One house made her gasp with its familiarity. It was a facsimile of the house that she lived in with her father in Nether-cum-Studley. It was so real that she could almost see someone moving around inside. She squinted. Yes! She could see Myra in there. Specifically, Myra was in Ella’s room, wheeling a rack of clothes across the floor, in front of a huge mirror.
“She’s really done it!”
“Chase me! Shoop papa-doo!”
“She’s made my room into a dressing room. Great.”
“Come on, chase me now!” demanded the gingerbread man. “You promised.”
“Just a moment,” said Ella, looking across at the other buildings. There was a castle, a huge thing, partially smothered with aggressive thorny bushes that came down, level by level, to the banks of a pond.
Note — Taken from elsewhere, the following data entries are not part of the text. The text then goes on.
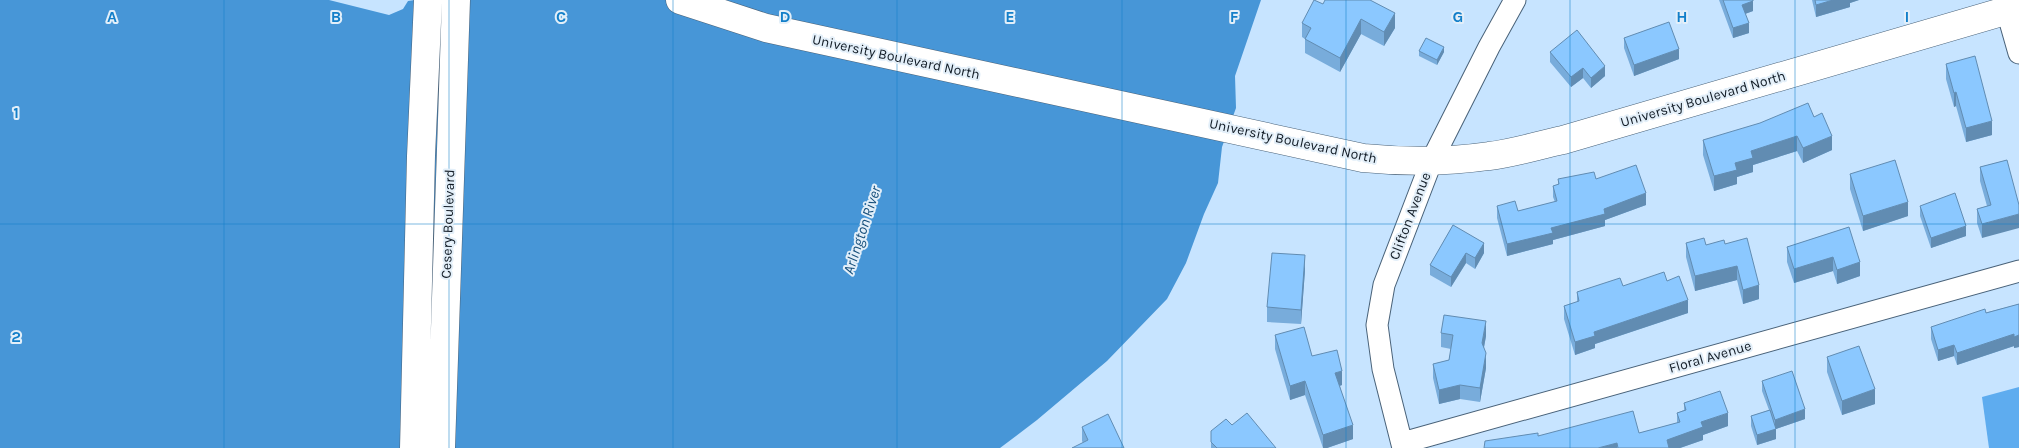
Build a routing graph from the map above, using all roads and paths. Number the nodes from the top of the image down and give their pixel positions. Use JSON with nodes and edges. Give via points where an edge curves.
{"nodes":[{"id":1,"x":428,"y":0,"type":"edge"},
{"id":2,"x":456,"y":0,"type":"edge"},
{"id":3,"x":680,"y":0,"type":"edge"},
{"id":4,"x":1515,"y":0,"type":"edge"},
{"id":5,"x":2011,"y":6,"type":"edge"},
{"id":6,"x":2019,"y":53,"type":"edge"},
{"id":7,"x":1432,"y":160,"type":"junction"},
{"id":8,"x":2019,"y":271,"type":"edge"},
{"id":9,"x":1402,"y":445,"type":"edge"},
{"id":10,"x":414,"y":448,"type":"edge"},
{"id":11,"x":441,"y":448,"type":"edge"}],
"edges":[{"from":1,"to":10,"type":"main road","name":"Cesery Boulevard"},
{"from":2,"to":11,"type":"main road","name":"Cesery Boulevard"},
{"from":3,"to":7,"type":"main road","name":"University Boulevard North","via":[[766,28],[1363,158]]},
{"from":4,"to":7,"type":"street","name":"Clifton Avenue"},
{"from":5,"to":6,"type":"street"},
{"from":5,"to":7,"type":"main road","name":"University Boulevard North","via":[[1563,140],[1489,156]]},
{"from":7,"to":9,"type":"street","name":"Clifton Avenue","via":[[1384,285],[1377,325],[1383,369]]},
{"from":8,"to":9,"type":"street","name":"Floral Avenue"}]}
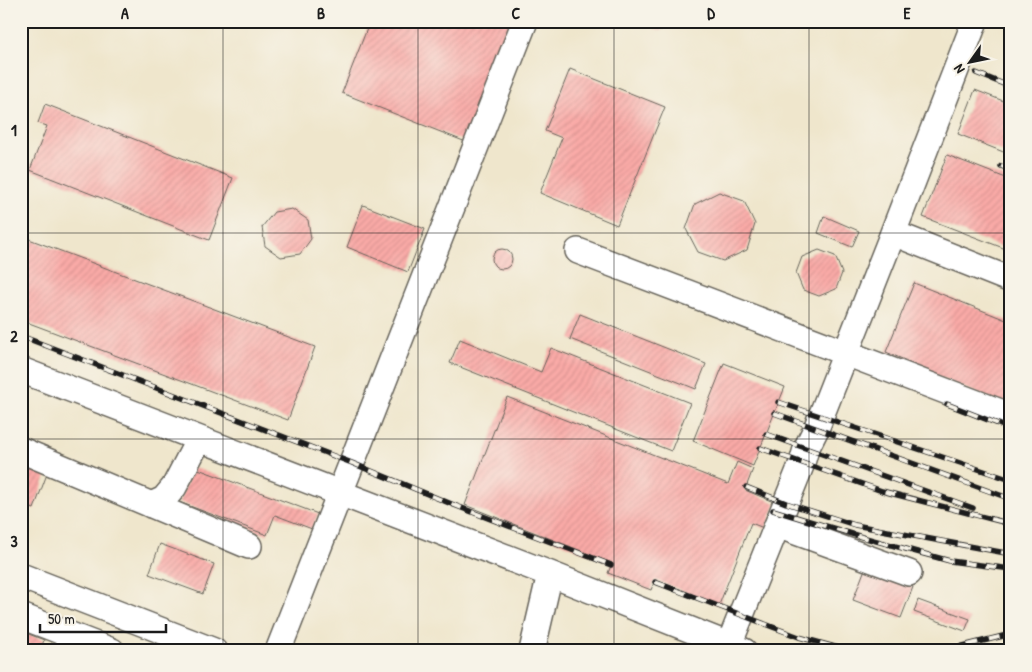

Ella had seen that place before in a book her dad had shown her: Thornbeard House, the home of Mr Dainty. If she looked hard enough, could she see her father there? Yes! He sat alone in a room and looked utterly miserable.
“Dad!”
Of course, he couldn’t hear her. This was just a vision, a trick of the magic. If only she could reach out and tell him everything she now knew. Ella felt a pang of anxiety for him; he looked positively morose. Cataloguing Dainty’s valuables was still clearly proving a major headache.